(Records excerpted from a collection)
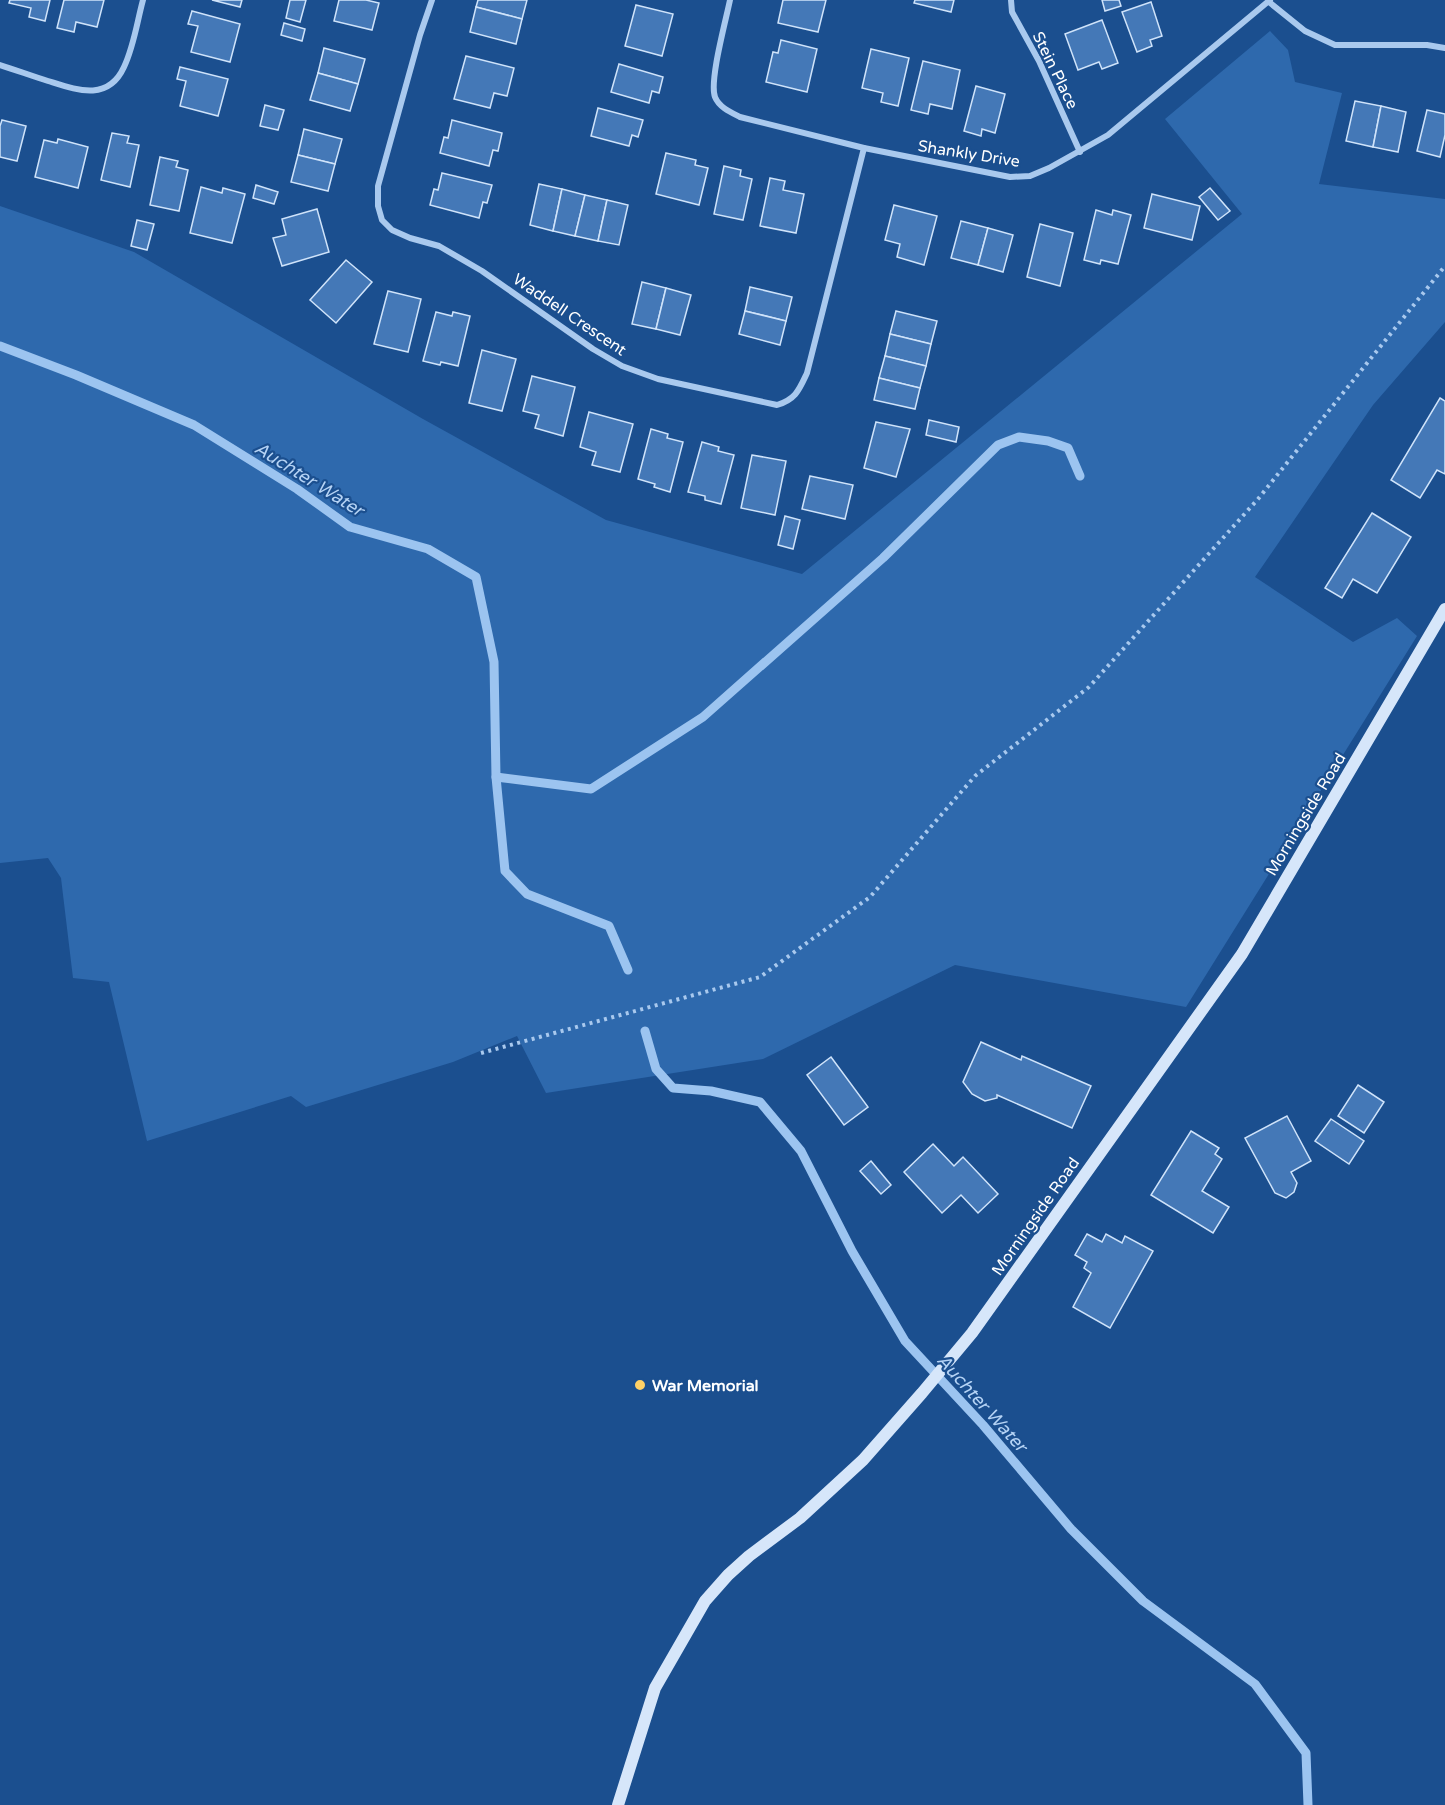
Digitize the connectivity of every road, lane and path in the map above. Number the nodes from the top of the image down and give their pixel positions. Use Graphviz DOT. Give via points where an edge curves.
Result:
graph roads {
  1 [pos="143,0"];
  2 [pos="432,0"];
  3 [pos="730,0"];
  4 [pos="1011,0"];
  5 [pos="1270,1"];
  6 [pos="1445,48"];
  7 [pos="0,65"];
  8 [pos="864,148"];
  9 [pos="1080,152"];
  10 [pos="1445,267"];
  11 [pos="1445,609"];
  12 [pos="481,1053"];
  13 [pos="618,1805"];
  1 -- 7 [label="street" via="129,55 109,86 79,90"];
  2 -- 8 [label="street, Waddell Crescent" via="378,186 382,220 392,230 439,246 482,271 622,366 658,379 777,405 798,392 807,373"];
  3 -- 8 [label="street, Shankly Drive" via="713,83 715,98 740,117"];
  4 -- 9 [label="street, Stein Place" via="1012,12 1040,61"];
  5 -- 6 [label="street" via="1305,31 1335,45"];
  5 -- 9 [label="street, Shankly Drive" via="1108,135"];
  8 -- 9 [label="street, Shankly Drive" via="1010,177 1030,176"];
  10 -- 12 [label="path" via="1258,499 1089,687 975,776 870,897 759,977"];
  11 -- 13 [label="street, Morningside Road" via="1242,954 972,1333 863,1460 800,1518 749,1556 705,1601 655,1688"];
}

What you are asked to do:
Retype every record above word for word, leaving out any pictures.

Solution for this task:
Digitize the connectivity of every road, lane and path in the map above. Number the nodes from the top of the image down and give their pixel positions. Use Graphviz DOT. Give via points where an edge curves.
Result:
graph roads {
  1 [pos="143,0"];
  2 [pos="432,0"];
  3 [pos="730,0"];
  4 [pos="1011,0"];
  5 [pos="1270,1"];
  6 [pos="1445,48"];
  7 [pos="0,65"];
  8 [pos="864,148"];
  9 [pos="1080,152"];
  10 [pos="1445,267"];
  11 [pos="1445,609"];
  12 [pos="481,1053"];
  13 [pos="618,1805"];
  1 -- 7 [label="street" via="129,55 109,86 79,90"];
  2 -- 8 [label="street, Waddell Crescent" via="378,186 382,220 392,230 439,246 482,271 622,366 658,379 777,405 798,392 807,373"];
  3 -- 8 [label="street, Shankly Drive" via="713,83 715,98 740,117"];
  4 -- 9 [label="street, Stein Place" via="1012,12 1040,61"];
  5 -- 6 [label="street" via="1305,31 1335,45"];
  5 -- 9 [label="street, Shankly Drive" via="1108,135"];
  8 -- 9 [label="street, Shankly Drive" via="1010,177 1030,176"];
  10 -- 12 [label="path" via="1258,499 1089,687 975,776 870,897 759,977"];
  11 -- 13 [label="street, Morningside Road" via="1242,954 972,1333 863,1460 800,1518 749,1556 705,1601 655,1688"];
}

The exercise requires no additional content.